> Records supplied:
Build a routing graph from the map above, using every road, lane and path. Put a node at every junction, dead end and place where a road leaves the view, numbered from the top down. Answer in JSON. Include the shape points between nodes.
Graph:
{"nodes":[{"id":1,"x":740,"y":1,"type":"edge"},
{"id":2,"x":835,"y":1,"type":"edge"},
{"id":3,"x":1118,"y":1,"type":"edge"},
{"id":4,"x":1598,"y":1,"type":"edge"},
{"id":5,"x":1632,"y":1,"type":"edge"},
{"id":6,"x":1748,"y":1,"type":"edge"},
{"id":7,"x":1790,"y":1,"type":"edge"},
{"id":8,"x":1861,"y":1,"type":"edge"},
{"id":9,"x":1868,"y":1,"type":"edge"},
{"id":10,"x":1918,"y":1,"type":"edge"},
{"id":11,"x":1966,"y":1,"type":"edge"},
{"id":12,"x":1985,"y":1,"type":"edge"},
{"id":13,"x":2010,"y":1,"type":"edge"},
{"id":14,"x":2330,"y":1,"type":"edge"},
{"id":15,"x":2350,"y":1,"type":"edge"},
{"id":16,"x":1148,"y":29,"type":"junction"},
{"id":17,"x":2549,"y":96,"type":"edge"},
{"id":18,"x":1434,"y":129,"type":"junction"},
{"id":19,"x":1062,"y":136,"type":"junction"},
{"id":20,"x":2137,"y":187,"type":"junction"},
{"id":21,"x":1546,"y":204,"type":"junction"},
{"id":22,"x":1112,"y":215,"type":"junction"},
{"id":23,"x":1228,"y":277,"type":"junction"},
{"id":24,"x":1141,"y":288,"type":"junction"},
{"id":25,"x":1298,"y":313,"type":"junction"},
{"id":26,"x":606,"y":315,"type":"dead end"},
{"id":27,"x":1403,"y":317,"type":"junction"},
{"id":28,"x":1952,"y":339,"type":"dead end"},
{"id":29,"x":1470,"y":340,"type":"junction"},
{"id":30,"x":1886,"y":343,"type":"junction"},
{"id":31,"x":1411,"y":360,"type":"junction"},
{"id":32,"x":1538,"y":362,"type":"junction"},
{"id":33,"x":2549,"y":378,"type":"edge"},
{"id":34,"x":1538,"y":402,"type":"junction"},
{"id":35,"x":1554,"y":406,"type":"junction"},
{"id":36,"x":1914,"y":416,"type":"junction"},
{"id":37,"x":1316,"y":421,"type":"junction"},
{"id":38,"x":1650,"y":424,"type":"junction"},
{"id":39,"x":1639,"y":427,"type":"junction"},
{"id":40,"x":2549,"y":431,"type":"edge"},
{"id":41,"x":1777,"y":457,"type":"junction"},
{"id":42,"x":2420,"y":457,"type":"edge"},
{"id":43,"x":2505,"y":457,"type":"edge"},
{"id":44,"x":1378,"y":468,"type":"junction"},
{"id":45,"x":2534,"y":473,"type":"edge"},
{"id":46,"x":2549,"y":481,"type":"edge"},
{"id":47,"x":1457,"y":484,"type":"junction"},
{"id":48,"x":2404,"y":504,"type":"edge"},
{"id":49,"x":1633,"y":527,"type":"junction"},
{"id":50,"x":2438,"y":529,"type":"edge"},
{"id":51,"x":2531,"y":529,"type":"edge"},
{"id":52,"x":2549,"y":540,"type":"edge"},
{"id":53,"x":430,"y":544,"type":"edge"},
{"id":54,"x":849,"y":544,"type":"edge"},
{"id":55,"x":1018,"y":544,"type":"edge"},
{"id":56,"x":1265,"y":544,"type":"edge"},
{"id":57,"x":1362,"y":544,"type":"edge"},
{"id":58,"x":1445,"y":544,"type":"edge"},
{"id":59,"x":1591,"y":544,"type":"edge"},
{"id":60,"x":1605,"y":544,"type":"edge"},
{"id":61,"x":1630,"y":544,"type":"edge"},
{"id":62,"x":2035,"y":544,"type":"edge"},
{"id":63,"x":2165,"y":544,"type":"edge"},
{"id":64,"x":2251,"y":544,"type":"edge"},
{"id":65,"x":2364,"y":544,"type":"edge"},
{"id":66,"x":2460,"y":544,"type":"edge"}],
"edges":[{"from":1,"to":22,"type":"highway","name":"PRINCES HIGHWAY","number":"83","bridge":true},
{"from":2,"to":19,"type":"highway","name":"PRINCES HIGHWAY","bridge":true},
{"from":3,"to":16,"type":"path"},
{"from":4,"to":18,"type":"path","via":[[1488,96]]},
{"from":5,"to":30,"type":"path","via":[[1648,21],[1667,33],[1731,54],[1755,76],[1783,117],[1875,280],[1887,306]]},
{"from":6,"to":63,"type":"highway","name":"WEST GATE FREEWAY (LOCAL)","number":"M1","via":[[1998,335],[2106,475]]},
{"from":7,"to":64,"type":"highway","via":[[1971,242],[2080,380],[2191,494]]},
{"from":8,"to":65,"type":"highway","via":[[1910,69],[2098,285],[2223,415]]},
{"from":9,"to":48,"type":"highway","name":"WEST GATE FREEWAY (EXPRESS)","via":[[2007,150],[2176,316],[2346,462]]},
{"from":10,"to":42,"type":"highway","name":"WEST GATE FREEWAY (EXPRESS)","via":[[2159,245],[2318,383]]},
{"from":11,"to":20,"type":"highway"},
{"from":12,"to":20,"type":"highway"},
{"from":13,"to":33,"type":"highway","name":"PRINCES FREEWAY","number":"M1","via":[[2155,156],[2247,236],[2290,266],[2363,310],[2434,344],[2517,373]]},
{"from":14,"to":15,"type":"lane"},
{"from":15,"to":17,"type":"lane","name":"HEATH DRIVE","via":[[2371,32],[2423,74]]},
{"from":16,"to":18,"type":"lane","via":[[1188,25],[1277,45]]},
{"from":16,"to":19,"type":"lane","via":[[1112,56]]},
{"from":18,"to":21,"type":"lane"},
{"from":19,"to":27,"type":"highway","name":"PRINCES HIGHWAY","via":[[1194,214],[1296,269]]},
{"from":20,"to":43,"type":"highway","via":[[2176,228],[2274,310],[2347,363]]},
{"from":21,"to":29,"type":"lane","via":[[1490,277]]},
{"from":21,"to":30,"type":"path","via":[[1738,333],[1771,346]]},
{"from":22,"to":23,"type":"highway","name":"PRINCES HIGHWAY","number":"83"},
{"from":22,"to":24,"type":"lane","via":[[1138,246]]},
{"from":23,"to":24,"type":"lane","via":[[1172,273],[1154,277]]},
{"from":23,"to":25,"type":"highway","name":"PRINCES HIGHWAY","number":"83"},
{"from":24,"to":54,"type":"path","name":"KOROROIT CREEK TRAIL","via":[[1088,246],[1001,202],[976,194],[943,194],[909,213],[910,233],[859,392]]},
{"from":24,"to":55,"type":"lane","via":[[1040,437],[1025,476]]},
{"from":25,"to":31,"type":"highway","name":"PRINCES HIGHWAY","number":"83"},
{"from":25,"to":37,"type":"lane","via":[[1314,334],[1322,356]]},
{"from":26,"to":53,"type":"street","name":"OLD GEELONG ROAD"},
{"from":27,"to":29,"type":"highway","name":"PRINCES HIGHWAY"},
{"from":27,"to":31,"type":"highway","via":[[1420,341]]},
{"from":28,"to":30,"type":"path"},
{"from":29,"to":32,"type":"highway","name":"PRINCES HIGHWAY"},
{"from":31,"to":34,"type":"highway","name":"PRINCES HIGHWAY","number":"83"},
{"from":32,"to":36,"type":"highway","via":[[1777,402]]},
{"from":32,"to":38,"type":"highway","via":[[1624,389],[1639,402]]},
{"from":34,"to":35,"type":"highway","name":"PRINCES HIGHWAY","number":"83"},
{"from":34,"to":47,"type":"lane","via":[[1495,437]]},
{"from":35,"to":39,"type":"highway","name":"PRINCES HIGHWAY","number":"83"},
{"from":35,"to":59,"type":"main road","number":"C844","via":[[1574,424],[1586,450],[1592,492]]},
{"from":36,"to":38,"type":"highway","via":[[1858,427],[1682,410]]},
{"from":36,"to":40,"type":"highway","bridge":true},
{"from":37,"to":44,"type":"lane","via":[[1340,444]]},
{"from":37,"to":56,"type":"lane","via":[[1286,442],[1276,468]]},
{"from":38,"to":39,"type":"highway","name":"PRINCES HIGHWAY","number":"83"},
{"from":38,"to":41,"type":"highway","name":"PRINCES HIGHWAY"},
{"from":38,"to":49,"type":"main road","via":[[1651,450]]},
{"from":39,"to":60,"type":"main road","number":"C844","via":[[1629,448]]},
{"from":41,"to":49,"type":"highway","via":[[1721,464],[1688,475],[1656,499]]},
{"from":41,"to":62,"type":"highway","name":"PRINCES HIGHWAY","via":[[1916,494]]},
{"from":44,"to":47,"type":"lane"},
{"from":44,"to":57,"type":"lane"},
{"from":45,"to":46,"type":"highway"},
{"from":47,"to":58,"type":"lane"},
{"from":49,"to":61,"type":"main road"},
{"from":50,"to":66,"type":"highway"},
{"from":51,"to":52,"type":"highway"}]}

> Task description: Find how many lines in the listing contain the word "GATE" and give that count alone.

> Solution for this task: 3